Dataset items:
BEGIN

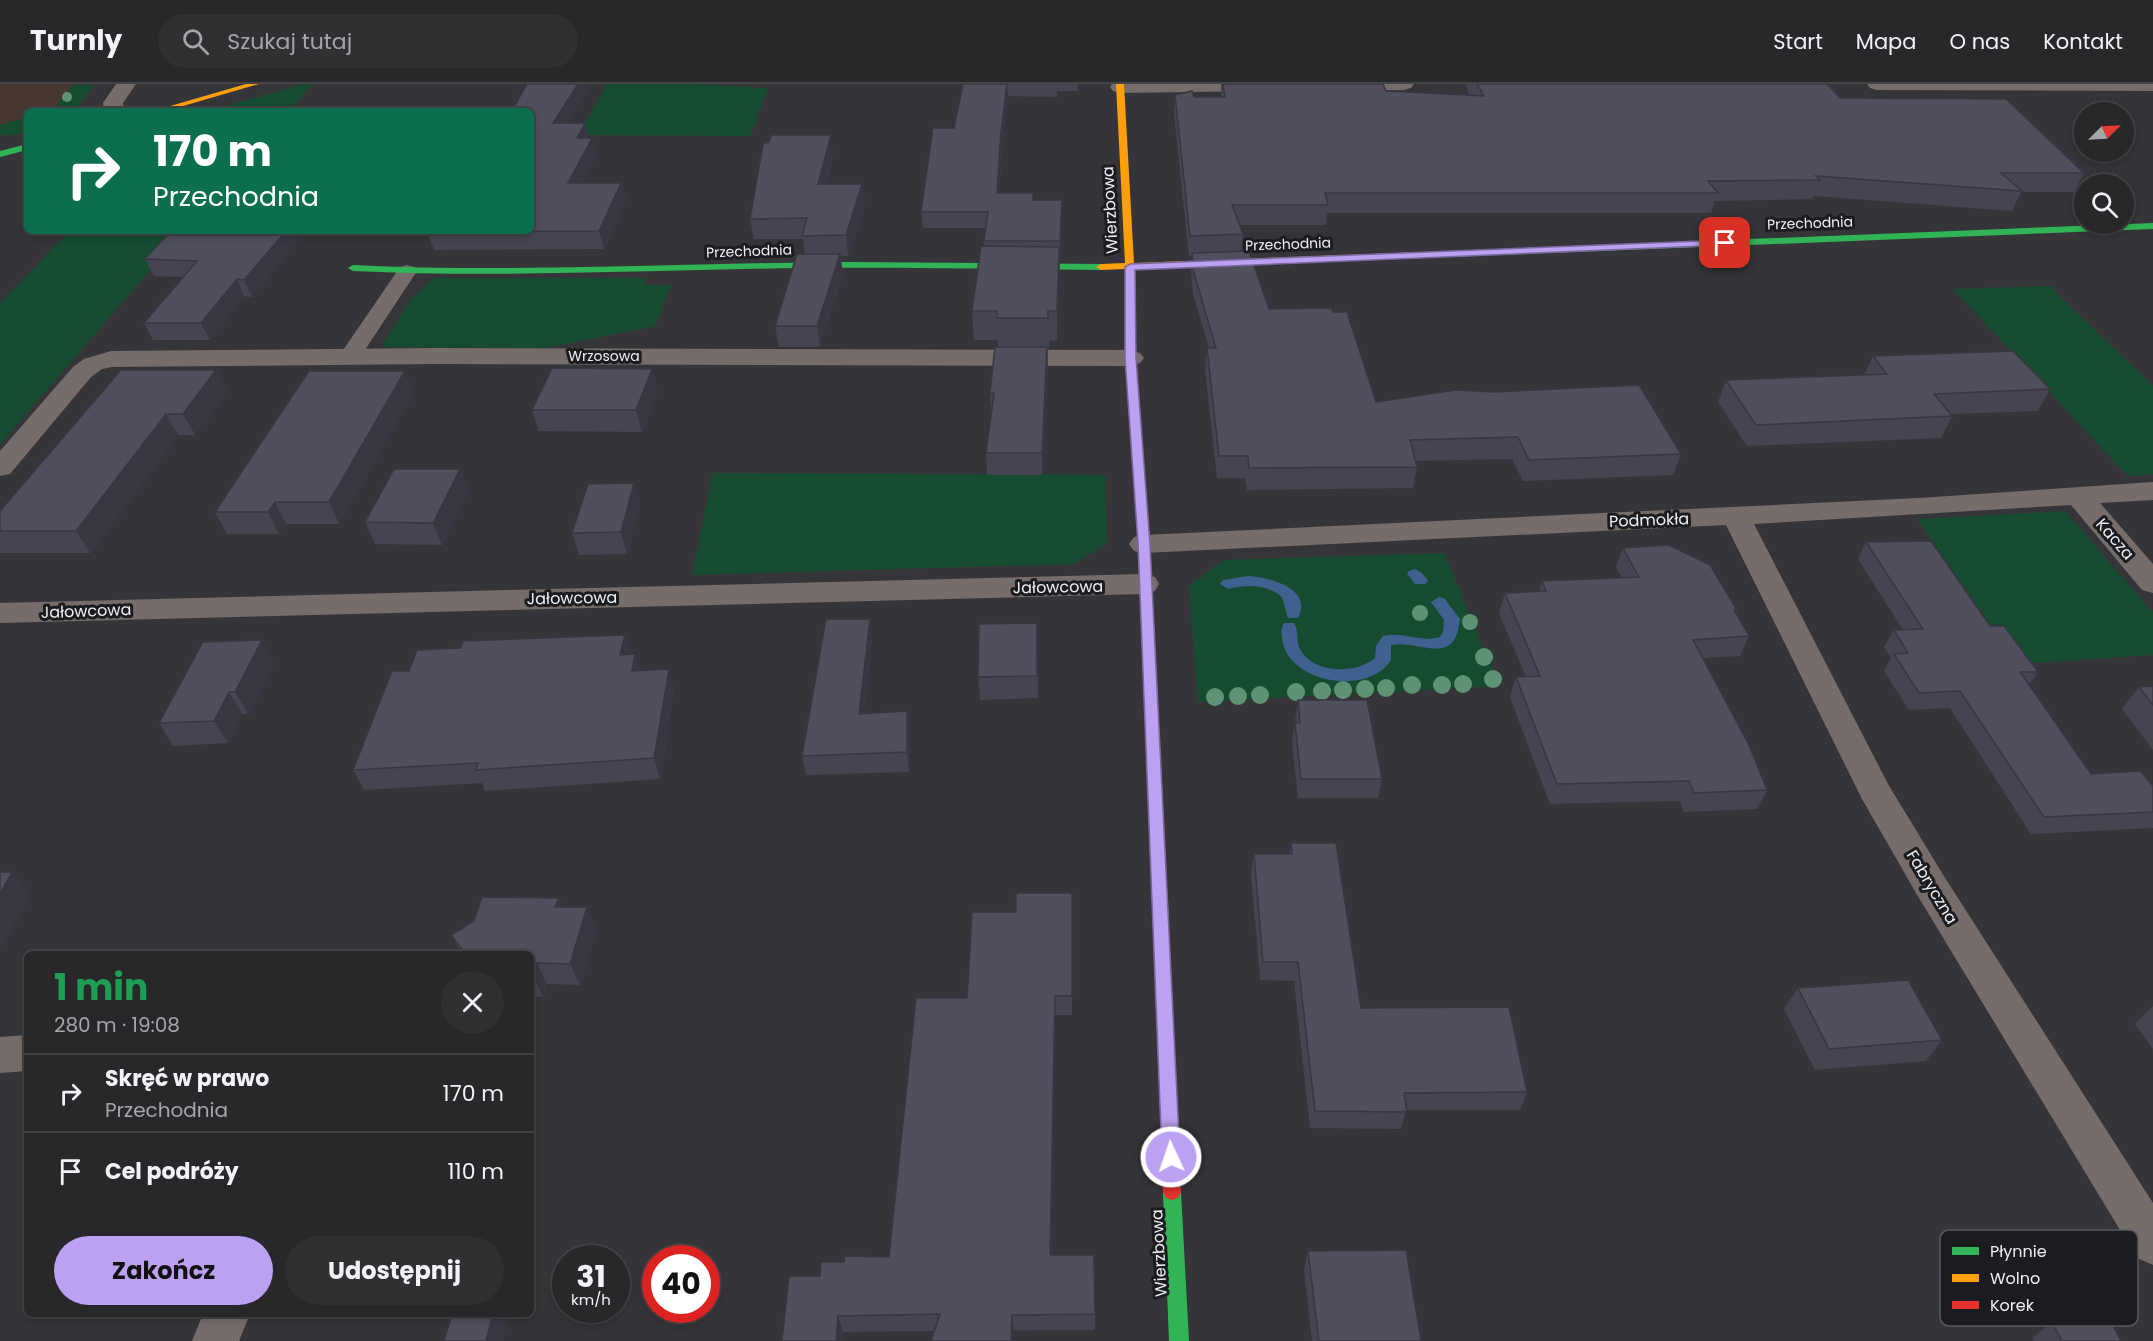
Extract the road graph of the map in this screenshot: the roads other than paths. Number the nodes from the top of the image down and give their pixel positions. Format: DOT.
graph roads {
  1 [pos="126,84"];
  2 [pos="255,84"];
  3 [pos="1404,84"];
  4 [pos="1877,84"];
  5 [pos="1120,85"];
  6 [pos="1286,85"];
  7 [pos="1322,85"];
  8 [pos="2038,85"];
  9 [pos="2153,85"];
  10 [pos="114,108"];
  11 [pos="168,108"];
  12 [pos="24,148"];
  13 [pos="0,154"];
  14 [pos="2153,226"];
  15 [pos="1130,267"];
  16 [pos="352,268"];
  17 [pos="407,271"];
  18 [pos="350,356"];
  19 [pos="1131,358"];
  20 [pos="0,468"];
  21 [pos="2153,491"];
  22 [pos="2078,496"];
  23 [pos="1736,516"];
  24 [pos="1144,544"];
  25 [pos="2153,583"];
  26 [pos="1144,584"];
  27 [pos="0,614"];
  28 [pos="24,1053"];
  29 [pos="0,1055"];
  30 [pos="2153,1243"];
  31 [pos="226,1317"];
  32 [pos="216,1341"];
  33 [pos="1179,1341"];
  1 -- 10 [label="street"];
  2 -- 11 [label="street"];
  3 -- 7 [label="street"];
  4 -- 8 [label="street"];
  5 -- 6 [label="street"];
  5 -- 15 [label="street, Wierzbowa"];
  8 -- 9 [label="street"];
  12 -- 13 [label="street"];
  14 -- 15 [label="street, Przechodnia"];
  15 -- 17 [label="street, Przechodnia"];
  15 -- 19 [label="street, Wierzbowa"];
  16 -- 17 [label="street, Przechodnia"];
  17 -- 18 [label="lane"];
  18 -- 19 [label="street, Wrzosowa"];
  18 -- 20 [label="street, Wrzosowa"];
  19 -- 24 [label="street, Wierzbowa"];
  21 -- 22 [label="street, Podmokła"];
  22 -- 23 [label="street, Podmokła"];
  22 -- 25 [label="street, Kacza"];
  23 -- 24 [label="street, Podmokła"];
  23 -- 30 [label="street, Fabryczna"];
  24 -- 26 [label="street, Wierzbowa"];
  26 -- 27 [label="street, Jałowcowa"];
  26 -- 33 [label="street, Wierzbowa"];
  28 -- 29 [label="street"];
  31 -- 32 [label="street"];
}
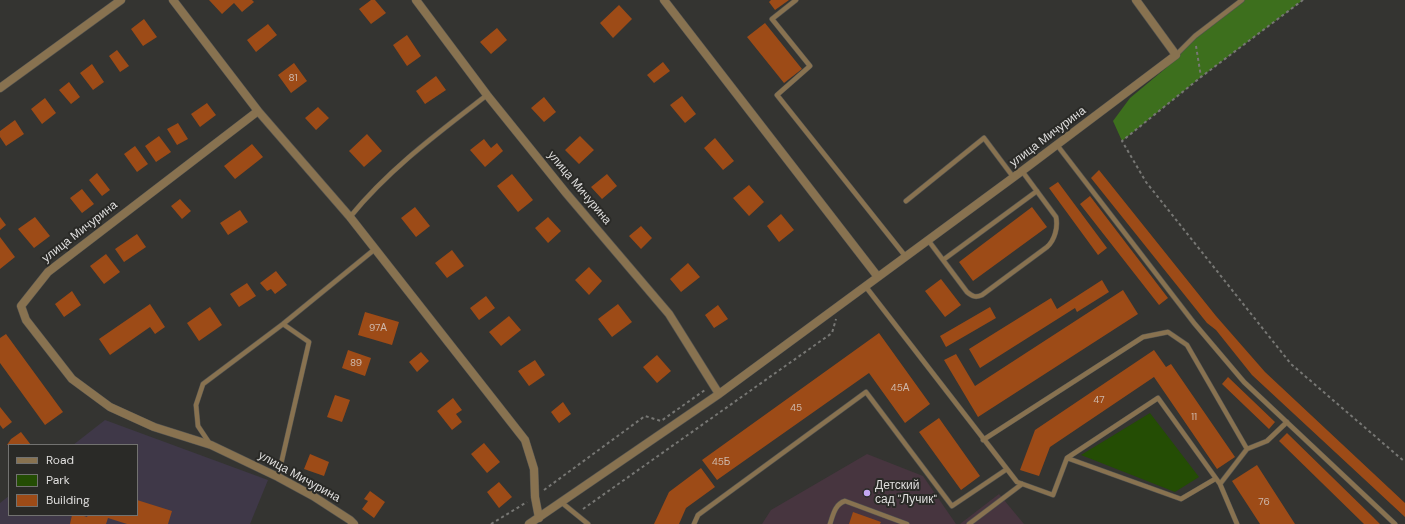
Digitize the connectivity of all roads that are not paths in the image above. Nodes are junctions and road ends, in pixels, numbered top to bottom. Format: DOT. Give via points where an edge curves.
graph roads {
  1 [pos="121,0"];
  2 [pos="173,0"];
  3 [pos="416,0"];
  4 [pos="664,0"];
  5 [pos="796,0"];
  6 [pos="1136,0"];
  7 [pos="1242,0"];
  8 [pos="1176,55"];
  9 [pos="0,88"];
  10 [pos="487,95"];
  11 [pos="258,111"];
  12 [pos="1057,145"];
  13 [pos="1022,171"];
  14 [pos="1014,178"];
  15 [pos="1037,190"];
  16 [pos="906,201"];
  17 [pos="350,217"];
  18 [pos="928,240"];
  19 [pos="375,250"];
  20 [pos="906,257"];
  21 [pos="943,260"];
  22 [pos="878,277"];
  23 [pos="866,287"];
  24 [pos="283,324"];
  25 [pos="719,394"];
  26 [pos="1287,422"];
  27 [pos="983,440"];
  28 [pos="211,445"];
  29 [pos="1247,449"];
  30 [pos="1067,458"];
  31 [pos="1007,469"];
  32 [pos="278,477"];
  33 [pos="1215,479"];
  34 [pos="1022,484"];
  35 [pos="1220,484"];
  36 [pos="561,502"];
  37 [pos="533,522"];
  38 [pos="354,524"];
  39 [pos="588,524"];
  40 [pos="694,524"];
  41 [pos="830,524"];
  42 [pos="907,524"];
  43 [pos="969,524"];
  44 [pos="1237,524"];
  45 [pos="1395,524"];
  1 -- 9 [label="street"];
  2 -- 11 [label="street, улица Мичурина"];
  3 -- 10 [label="street, улица Мичурина"];
  4 -- 22 [label="street"];
  5 -- 20 [label="lane" via="772,18 810,66 777,95"];
  6 -- 8 [label="street"];
  7 -- 8 [label="lane" via="1195,36"];
  8 -- 12 [label="street, улица Мичурина"];
  10 -- 17 [label="lane" via="414,152"];
  10 -- 25 [label="street, улица Мичурина" via="669,314"];
  11 -- 17 [label="street, улица Мичурина"];
  11 -- 28 [label="street, улица Мичурина" via="48,272 21,306 26,320 72,379 110,407 154,427"];
  12 -- 13 [label="street, улица Мичурина"];
  12 -- 26 [label="lane" via="1194,323 1244,382"];
  13 -- 14 [label="street, улица Мичурина"];
  13 -- 15 [label="lane"];
  14 -- 16 [label="lane" via="984,138"];
  14 -- 18 [label="street, улица Мичурина"];
  15 -- 21 [label="lane"];
  15 -- 21 [label="lane" via="1056,217 1054,236 1047,247 1006,278 982,295 972,296"];
  17 -- 19 [label="street, улица Мичурина"];
  18 -- 20 [label="street, улица Мичурина"];
  18 -- 21 [label="lane"];
  19 -- 24 [label="lane"];
  19 -- 37 [label="street, улица Мичурина" via="525,440 534,469"];
  20 -- 22 [label="street, улица Мичурина"];
  22 -- 23 [label="street, улица Мичурина"];
  23 -- 25 [label="street, улица Мичурина"];
  23 -- 27 [label="lane"];
  24 -- 28 [label="lane" via="203,384 196,405 198,426"];
  24 -- 32 [label="lane" via="309,342"];
  25 -- 36 [label="street, улица Мичурина"];
  26 -- 29 [label="lane" via="1267,441"];
  26 -- 45 [label="lane"];
  27 -- 29 [label="lane" via="1143,337 1168,332 1187,345"];
  27 -- 31 [label="lane"];
  28 -- 32 [label="street, улица Мичурина"];
  29 -- 35 [label="lane"];
  30 -- 33 [label="lane" via="1181,499"];
  30 -- 33 [label="lane" via="1158,398"];
  30 -- 34 [label="lane" via="1054,495"];
  31 -- 34 [label="lane" via="1017,482"];
  31 -- 40 [label="lane" via="952,506 866,392 698,515"];
  32 -- 38 [label="street, улица Мичурина" via="313,496"];
  33 -- 35 [label="lane"];
  34 -- 43 [label="lane"];
  35 -- 44 [label="lane"];
  36 -- 37 [label="street, улица Мичурина"];
  36 -- 39 [label="lane"];
  41 -- 42 [label="lane" via="836,508 845,501"];
}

END

Problem statement: Leaving every picture out, output the data exactly as it stands.

Reply:
Extract the road graph of the map in this screenshot: the roads other than paths. Number the nodes from the top of the image down and give their pixel positions. Format: DOT.
graph roads {
  1 [pos="126,84"];
  2 [pos="255,84"];
  3 [pos="1404,84"];
  4 [pos="1877,84"];
  5 [pos="1120,85"];
  6 [pos="1286,85"];
  7 [pos="1322,85"];
  8 [pos="2038,85"];
  9 [pos="2153,85"];
  10 [pos="114,108"];
  11 [pos="168,108"];
  12 [pos="24,148"];
  13 [pos="0,154"];
  14 [pos="2153,226"];
  15 [pos="1130,267"];
  16 [pos="352,268"];
  17 [pos="407,271"];
  18 [pos="350,356"];
  19 [pos="1131,358"];
  20 [pos="0,468"];
  21 [pos="2153,491"];
  22 [pos="2078,496"];
  23 [pos="1736,516"];
  24 [pos="1144,544"];
  25 [pos="2153,583"];
  26 [pos="1144,584"];
  27 [pos="0,614"];
  28 [pos="24,1053"];
  29 [pos="0,1055"];
  30 [pos="2153,1243"];
  31 [pos="226,1317"];
  32 [pos="216,1341"];
  33 [pos="1179,1341"];
  1 -- 10 [label="street"];
  2 -- 11 [label="street"];
  3 -- 7 [label="street"];
  4 -- 8 [label="street"];
  5 -- 6 [label="street"];
  5 -- 15 [label="street, Wierzbowa"];
  8 -- 9 [label="street"];
  12 -- 13 [label="street"];
  14 -- 15 [label="street, Przechodnia"];
  15 -- 17 [label="street, Przechodnia"];
  15 -- 19 [label="street, Wierzbowa"];
  16 -- 17 [label="street, Przechodnia"];
  17 -- 18 [label="lane"];
  18 -- 19 [label="street, Wrzosowa"];
  18 -- 20 [label="street, Wrzosowa"];
  19 -- 24 [label="street, Wierzbowa"];
  21 -- 22 [label="street, Podmokła"];
  22 -- 23 [label="street, Podmokła"];
  22 -- 25 [label="street, Kacza"];
  23 -- 24 [label="street, Podmokła"];
  23 -- 30 [label="street, Fabryczna"];
  24 -- 26 [label="street, Wierzbowa"];
  26 -- 27 [label="street, Jałowcowa"];
  26 -- 33 [label="street, Wierzbowa"];
  28 -- 29 [label="street"];
  31 -- 32 [label="street"];
}
Digitize the connectivity of all roads that are not paths in the image above. Nodes are junctions and road ends, in pixels, numbered top to bottom. Format: DOT. Give via points where an edge curves.
graph roads {
  1 [pos="121,0"];
  2 [pos="173,0"];
  3 [pos="416,0"];
  4 [pos="664,0"];
  5 [pos="796,0"];
  6 [pos="1136,0"];
  7 [pos="1242,0"];
  8 [pos="1176,55"];
  9 [pos="0,88"];
  10 [pos="487,95"];
  11 [pos="258,111"];
  12 [pos="1057,145"];
  13 [pos="1022,171"];
  14 [pos="1014,178"];
  15 [pos="1037,190"];
  16 [pos="906,201"];
  17 [pos="350,217"];
  18 [pos="928,240"];
  19 [pos="375,250"];
  20 [pos="906,257"];
  21 [pos="943,260"];
  22 [pos="878,277"];
  23 [pos="866,287"];
  24 [pos="283,324"];
  25 [pos="719,394"];
  26 [pos="1287,422"];
  27 [pos="983,440"];
  28 [pos="211,445"];
  29 [pos="1247,449"];
  30 [pos="1067,458"];
  31 [pos="1007,469"];
  32 [pos="278,477"];
  33 [pos="1215,479"];
  34 [pos="1022,484"];
  35 [pos="1220,484"];
  36 [pos="561,502"];
  37 [pos="533,522"];
  38 [pos="354,524"];
  39 [pos="588,524"];
  40 [pos="694,524"];
  41 [pos="830,524"];
  42 [pos="907,524"];
  43 [pos="969,524"];
  44 [pos="1237,524"];
  45 [pos="1395,524"];
  1 -- 9 [label="street"];
  2 -- 11 [label="street, улица Мичурина"];
  3 -- 10 [label="street, улица Мичурина"];
  4 -- 22 [label="street"];
  5 -- 20 [label="lane" via="772,18 810,66 777,95"];
  6 -- 8 [label="street"];
  7 -- 8 [label="lane" via="1195,36"];
  8 -- 12 [label="street, улица Мичурина"];
  10 -- 17 [label="lane" via="414,152"];
  10 -- 25 [label="street, улица Мичурина" via="669,314"];
  11 -- 17 [label="street, улица Мичурина"];
  11 -- 28 [label="street, улица Мичурина" via="48,272 21,306 26,320 72,379 110,407 154,427"];
  12 -- 13 [label="street, улица Мичурина"];
  12 -- 26 [label="lane" via="1194,323 1244,382"];
  13 -- 14 [label="street, улица Мичурина"];
  13 -- 15 [label="lane"];
  14 -- 16 [label="lane" via="984,138"];
  14 -- 18 [label="street, улица Мичурина"];
  15 -- 21 [label="lane"];
  15 -- 21 [label="lane" via="1056,217 1054,236 1047,247 1006,278 982,295 972,296"];
  17 -- 19 [label="street, улица Мичурина"];
  18 -- 20 [label="street, улица Мичурина"];
  18 -- 21 [label="lane"];
  19 -- 24 [label="lane"];
  19 -- 37 [label="street, улица Мичурина" via="525,440 534,469"];
  20 -- 22 [label="street, улица Мичурина"];
  22 -- 23 [label="street, улица Мичурина"];
  23 -- 25 [label="street, улица Мичурина"];
  23 -- 27 [label="lane"];
  24 -- 28 [label="lane" via="203,384 196,405 198,426"];
  24 -- 32 [label="lane" via="309,342"];
  25 -- 36 [label="street, улица Мичурина"];
  26 -- 29 [label="lane" via="1267,441"];
  26 -- 45 [label="lane"];
  27 -- 29 [label="lane" via="1143,337 1168,332 1187,345"];
  27 -- 31 [label="lane"];
  28 -- 32 [label="street, улица Мичурина"];
  29 -- 35 [label="lane"];
  30 -- 33 [label="lane" via="1181,499"];
  30 -- 33 [label="lane" via="1158,398"];
  30 -- 34 [label="lane" via="1054,495"];
  31 -- 34 [label="lane" via="1017,482"];
  31 -- 40 [label="lane" via="952,506 866,392 698,515"];
  32 -- 38 [label="street, улица Мичурина" via="313,496"];
  33 -- 35 [label="lane"];
  34 -- 43 [label="lane"];
  35 -- 44 [label="lane"];
  36 -- 37 [label="street, улица Мичурина"];
  36 -- 39 [label="lane"];
  41 -- 42 [label="lane" via="836,508 845,501"];
}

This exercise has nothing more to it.